(Stored data entries)

────────

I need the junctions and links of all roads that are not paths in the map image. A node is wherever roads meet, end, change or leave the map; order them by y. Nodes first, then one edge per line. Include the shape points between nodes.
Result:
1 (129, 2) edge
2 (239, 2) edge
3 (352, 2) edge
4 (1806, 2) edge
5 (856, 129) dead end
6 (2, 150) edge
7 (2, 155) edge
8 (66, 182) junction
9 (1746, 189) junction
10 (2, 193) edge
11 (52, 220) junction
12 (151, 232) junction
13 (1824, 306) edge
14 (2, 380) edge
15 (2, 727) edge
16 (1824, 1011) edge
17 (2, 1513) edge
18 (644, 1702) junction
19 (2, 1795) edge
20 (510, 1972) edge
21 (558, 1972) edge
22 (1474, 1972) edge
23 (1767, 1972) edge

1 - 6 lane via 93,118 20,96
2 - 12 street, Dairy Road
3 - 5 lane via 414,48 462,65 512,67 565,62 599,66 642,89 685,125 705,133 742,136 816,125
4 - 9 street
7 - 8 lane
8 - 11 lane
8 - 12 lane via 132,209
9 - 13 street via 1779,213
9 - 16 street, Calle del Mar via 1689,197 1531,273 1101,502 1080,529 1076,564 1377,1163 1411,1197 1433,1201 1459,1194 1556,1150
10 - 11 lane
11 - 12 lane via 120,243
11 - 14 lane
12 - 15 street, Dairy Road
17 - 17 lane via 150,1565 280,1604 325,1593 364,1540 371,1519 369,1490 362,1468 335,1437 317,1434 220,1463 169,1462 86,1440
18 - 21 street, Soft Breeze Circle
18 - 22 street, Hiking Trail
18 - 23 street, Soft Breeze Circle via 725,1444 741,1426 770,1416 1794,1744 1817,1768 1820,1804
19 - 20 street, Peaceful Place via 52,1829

────────

§ Task details: The answer must be every line from the entries above that holds the string "Dairy".

§ Written reply:
2 - 12 street, Dairy Road
12 - 15 street, Dairy Road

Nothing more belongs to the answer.